What is the likely reaction of parents faced with schools teaching attitudes etc. with which they can no longer identify. It seems to me that traditional mass education aimed at creating a more or less homogenous society will be rejected by more and more parents as they feel themselves more and more at odds with the values of the education system. My guess is that as a home educating parent reading this you are probably not employed in an industrial occupation (nor is your partner if you have one).

The relationship between education and work has not escaped at least some managers either. The director of one company now working on a home working model draws directly upon the current education system to explain what his company is not about (BBC’s “20 steps to better management 9.2.97).

Even those parents who would subscribe to traditional moral values will have difficulties within the mass education system since schools themselves will drop the most traditional policies in favour of more “relevant” attitudes. Examples that come to mind are the difficulties some Christian parents now have with the style of religious education and the concerns felt by those parents who are concerned about discipline and the rejection of corporal punishment by schools. Disaffection will therefore come from both (or rather all) ends of the political spectrum. Indeed many of the problems faced by EO have been due to the diversity of thought of its members pulling it in different directions.

The very idea that teaching young people in groups of 30 or more (let alone schools of up to 1500) is an acceptable preparation for adulthood will fall into ridicule as it becomes more of an anomaly. Even now there are fewer and fewer situations outside the education system where people work in groups of more than a dozen or so.

The Government of the day will need to make some hard and radical decisions. Not only does the education system face the social tensions of a transforming society but also a rapidly changing technological base. I am sat at a computer bought as “cutting edge” two months ago. Last month Radio 4 announced the introduction of a new Intel chip which makes it utterly obsolete and now I understand that a break through in bio-logic technology, using DNA for components, will lead to computers the size of a tear drop possessing the memory of all the worlds current computers working at 1000 times the speed of the fastest super computer. Schools, like large scale industry, cannot keep pace with this change. They cannot be expected to retrain thousands of teachers year on year to keep up with new technology while maintaining huge buildings and infrastructure costing tens of millions in which to house it all.

Perhaps reforms similar to those currently being mooted within the health service could be the future. There is a suggestion that the hospital system should be abandoned. Rather we should adopt small scale specialist units scattered throughout the country combined with a highly responsive community care system paid for by the savings made from not having to maintain huge hospital buildings. Perhaps the open university and open college systems may be used as a model and of course the Internet is fast becoming an important tool in education e.g. distance learning.
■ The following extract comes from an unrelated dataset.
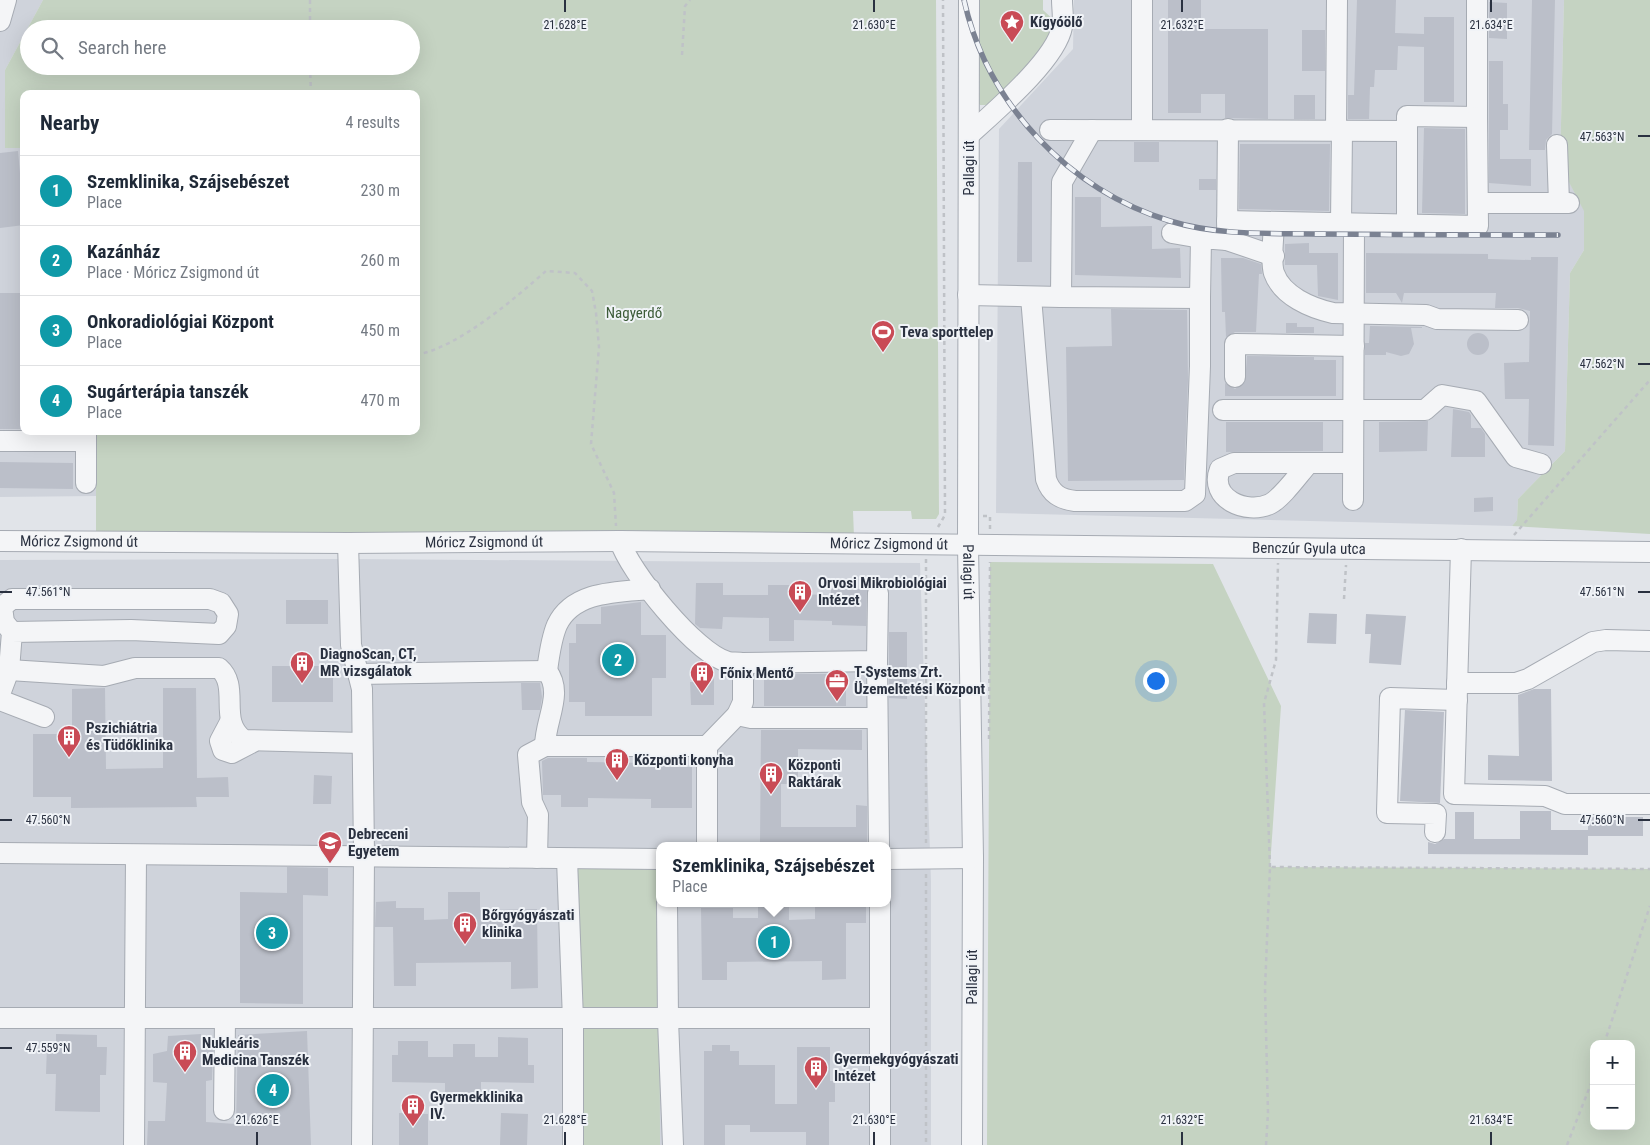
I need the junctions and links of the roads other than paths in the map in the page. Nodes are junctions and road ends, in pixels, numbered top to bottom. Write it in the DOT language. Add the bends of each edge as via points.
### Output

Already as we know a large minority of parents and children are opting for home based alternatives to schooling in addition to which schools are abandoning ever growing numbers of children as “unteachable”. The exclusion rate is growing so fast that even the government is beginning to recognise it as a crisis and despite the exclusions many schools are being labelled as disrupted and failing.

Education has always been a microcosm of society and the problems of today’s education system reflects the fragmentation of belief within society. Whatever the future of education I believe we will live to see the end of the use of schools comprising traditional classes for mass education which in Britain has had a history of a mere 150 years in any form and only 50 years or so in its current form.